Functional and structural basis of extreme conservation in vertebrate 5' untranslated regions.

The lack of knowledge about extreme conservation in genomes remains a major gap in our understanding of the evolution of gene regulation. Here, we reveal an unexpected role of extremely conserved 5′ untranslated regions (UTRs) in noncanonical translational regulation that is linked to the emergence of essential developmental features in vertebrate species. Endogenous deletion of conserved elements within these 5′ UTRs decreased gene expression, and extremely conserved 5′ UTRs possess cis-regulatory elements that promote cell-type-specific regulation of translation. We further developed in-cell mutate-and-map (icM2), a new methodology that maps RNA structure inside cells.
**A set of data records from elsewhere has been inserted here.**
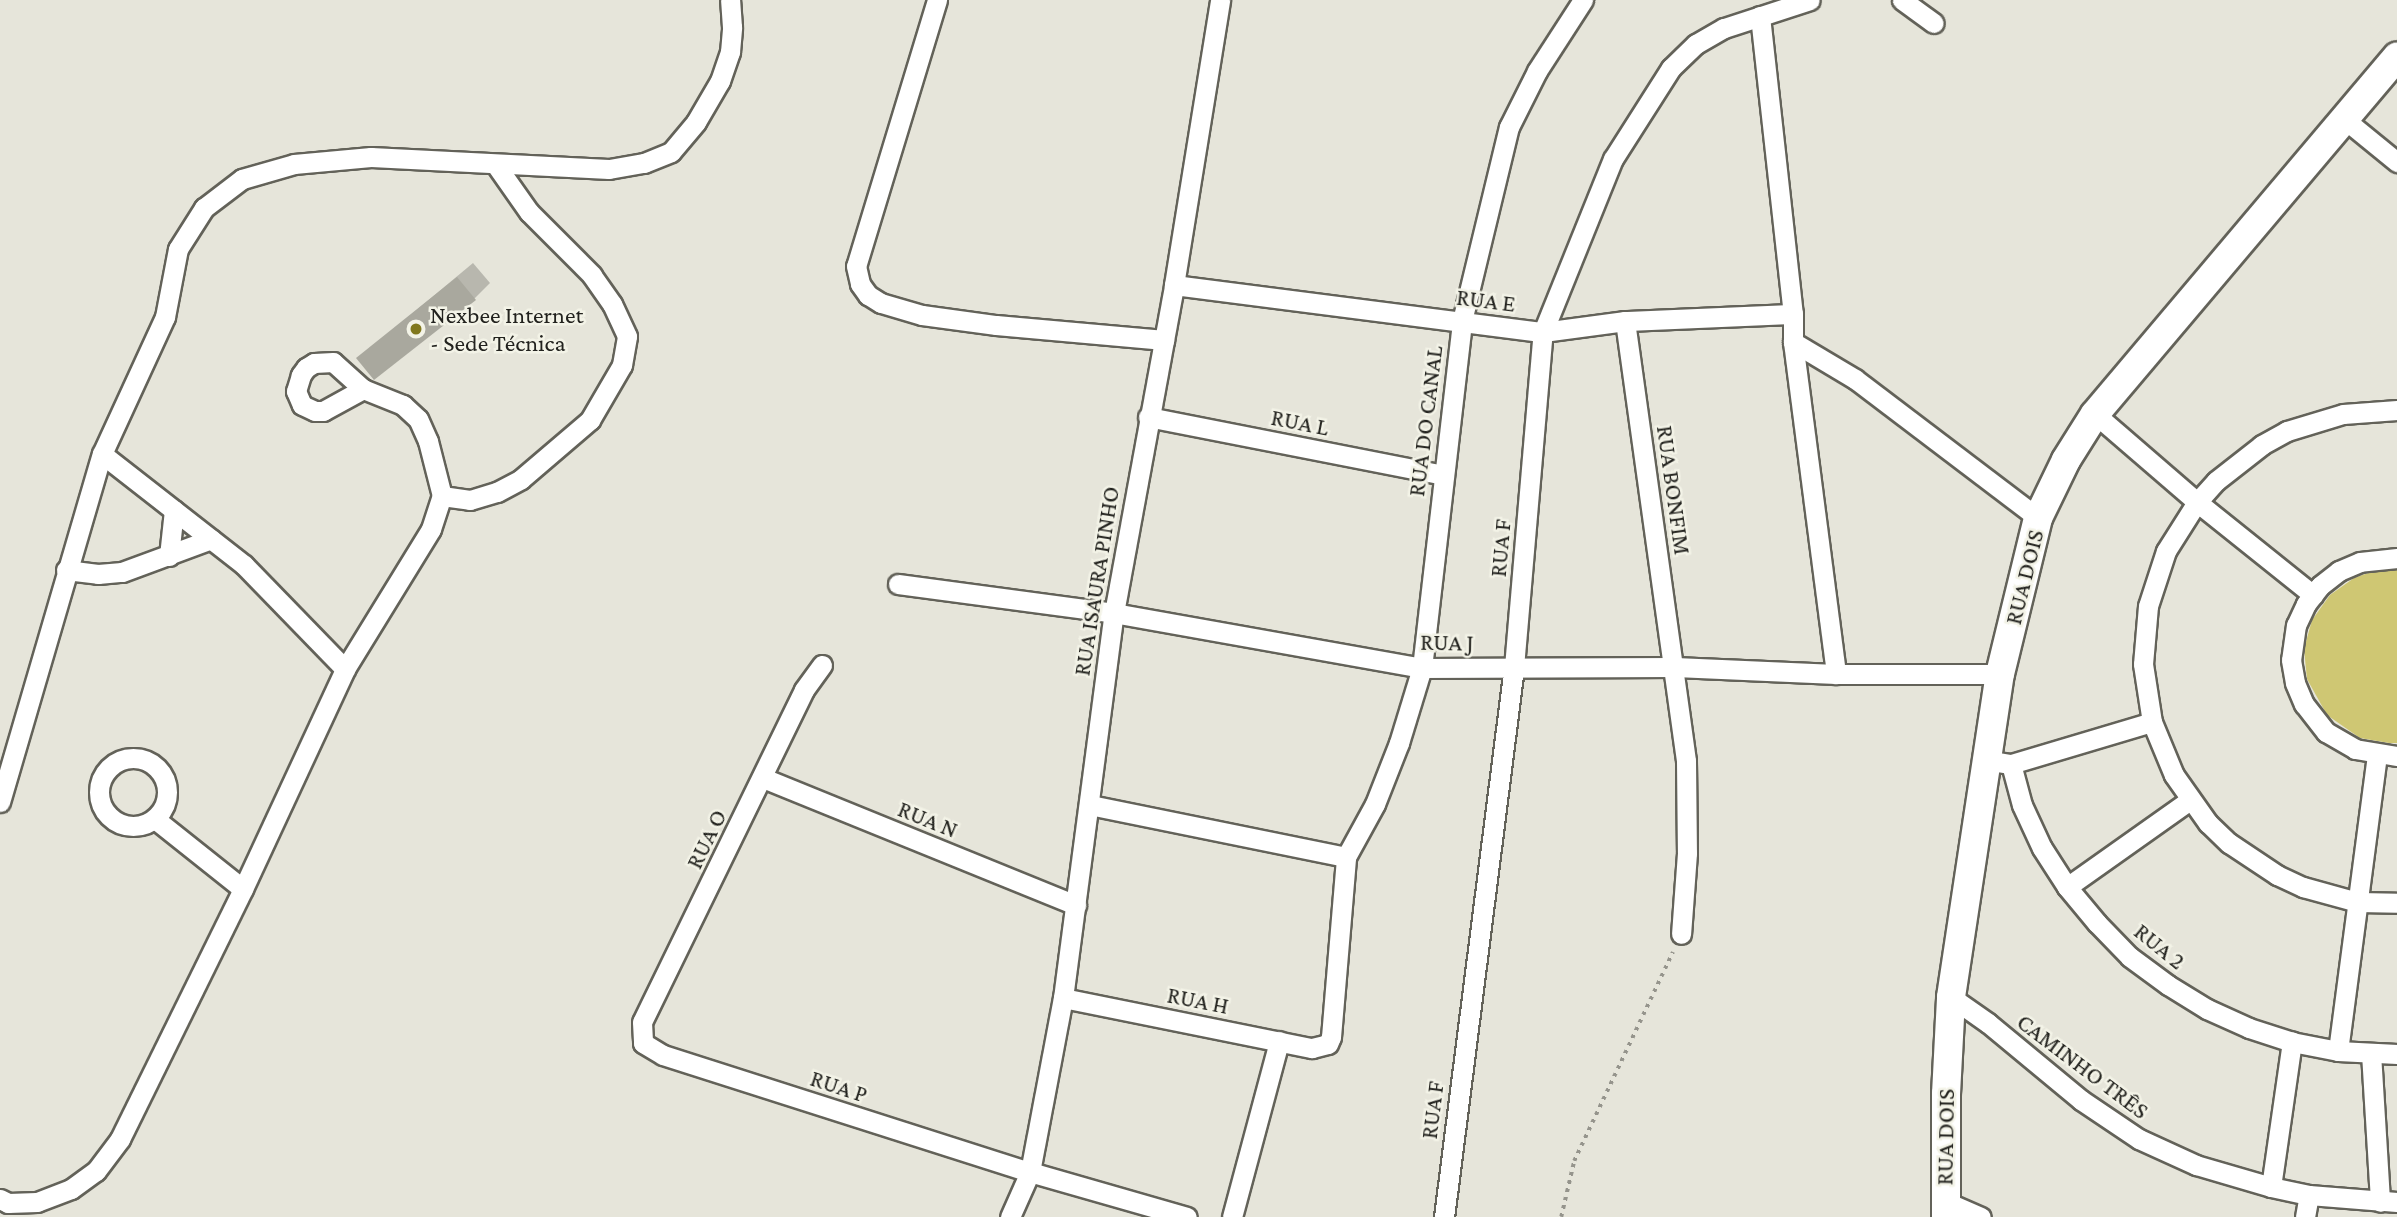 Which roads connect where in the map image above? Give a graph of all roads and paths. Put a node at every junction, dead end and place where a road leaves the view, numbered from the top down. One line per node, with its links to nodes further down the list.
1 (730, 0): 12 (street)
2 (937, 0): 18 (street)
3 (1220, 0): 13 (street, RUA ISAURA PINHO)
4 (1583, 0): 15 (street, RUA DO CANAL)
5 (1810, 0): 7 (street, RUA F)
6 (1902, 0): 8 (street)
7 (1760, 16): 14 (street); 17 (street, RUA F)
8 (1934, 23)
9 (2397, 57): 10 (street, RUA DOIS)
10 (2343, 118): 11 (street); 22 (street, RUA DOIS)
11 (2397, 162)
12 (496, 165): 24 (street); 26 (street)
13 (1174, 285): 15 (street, RUA E); 18 (street, RUA ISAURA PINHO)
14 (1793, 314): 16 (street, RUA E); 19 (street)
15 (1462, 321): 17 (street, RUA E); 25 (street, RUA DO CANAL)
16 (1625, 321): 17 (street, RUA E); 39 (street, RUA BONFIM)
17 (1543, 332): 38 (street, RUA F)
18 (1164, 340): 23 (street, RUA ISAURA PINHO)
19 (1793, 342): 29 (street); 42 (street)
20 (363, 389): 26 (street)
21 (2397, 410): 27 (street)
22 (2095, 414): 27 (street); 29 (street, RUA DOIS)
23 (1148, 417): 25 (street, RUA L); 36 (street, RUA ISAURA PINHO)
24 (102, 454): 28 (street); 33 (street)
25 (1443, 475): 40 (street, RUA DO CANAL)
26 (442, 496): 41 (street)
27 (2197, 502): 35 (street); 44 (street)
28 (174, 510): 30 (street); 31 (street)
29 (2038, 518): 43 (street, RUA DOIS)
30 (211, 539): 31 (street); 41 (street)
31 (169, 556): 33 (street)
32 (2397, 558): 35 (street)
33 (66, 570): 49 (street)
34 (898, 584): 36 (street, RUA J)
35 (2313, 595): 45 (street)
36 (1114, 613): 40 (street, RUA J); 50 (street, RUA ISAURA PINHO)
37 (822, 665): 47 (street, RUA O)
38 (1514, 667): 39 (street, RUA J); 40 (street, RUA J); 76 (street, RUA F)
39 (1675, 667): 42 (street, RUA J); 58 (street, RUA BONFIM)
40 (1422, 668): 52 (street, RUA DO CANAL)
41 (345, 669): 54 (street)
42 (1836, 674): 43 (street, RUA J)
43 (2000, 674): 46 (street, RUA DOIS)
44 (2152, 722): 46 (street); 48 (street)
45 (2387, 756): 55 (street)
46 (1998, 762): 53 (street, RUA 2); 59 (street, RUA DOIS)
47 (762, 778): 57 (street, RUA N); 61 (street, RUA O)
48 (2190, 800): 53 (street); 55 (street)
49 (0, 802)
50 (1090, 805): 52 (street); 57 (street, RUA ISAURA PINHO)
51 (155, 818): 54 (street)
52 (1346, 857): 62 (street, RUA H)
53 (2067, 887): 63 (street, RUA 2)
54 (243, 889): 70 (street)
55 (2358, 902): 56 (street); 64 (street)
56 (2397, 904)
57 (1076, 905): 60 (street, RUA ISAURA PINHO)
58 (1681, 934): 77 (path)
59 (1951, 997): 68 (street, CAMINHO TRÊS); 72 (street, RUA DOIS)
60 (1063, 998): 62 (street, RUA H); 67 (street, RUA ISAURA PINHO)
61 (641, 1037): 67 (street, RUA P)
62 (1279, 1041): 75 (street)
63 (2292, 1042): 64 (street, RUA 2); 68 (street)
64 (2337, 1051): 65 (street, RUA 2)
65 (2371, 1053): 66 (street, RUA 2); 71 (street)
66 (2397, 1054)
67 (1030, 1172): 73 (street, RUA ISAURA PINHO); 74 (street, RUA P)
68 (2271, 1187): 69 (street, CAMINHO TRÊS)
69 (2309, 1195): 71 (street, CAMINHO TRÊS); 79 (street)
70 (0, 1199)
71 (2389, 1202)
72 (1945, 1209): 78 (street)
73 (1010, 1217)
74 (1187, 1217)
75 (1233, 1217)
76 (1444, 1217)
77 (1560, 1217)
78 (1982, 1217)
79 (2305, 1217)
Using icM2, we determined that an extremely conserved 5′ UTR encodes multiple alternative structures and that each single nucleotide within the conserved element maintains the balance of alternative structures important to control the dynamic range of protein expression. These results explain how extreme sequence conservation can lead to RNA-level biological functions encoded in the untranslated regions of vertebrate genomes. Extremely conserved 5′ UTRs act as cis-regulatory elements, playing an unsuspected role in translation regulation. A new in-cell mutational method, icM2, shows that these 5′ UTRs adopt alternative structures that depend on RNA helicase activity.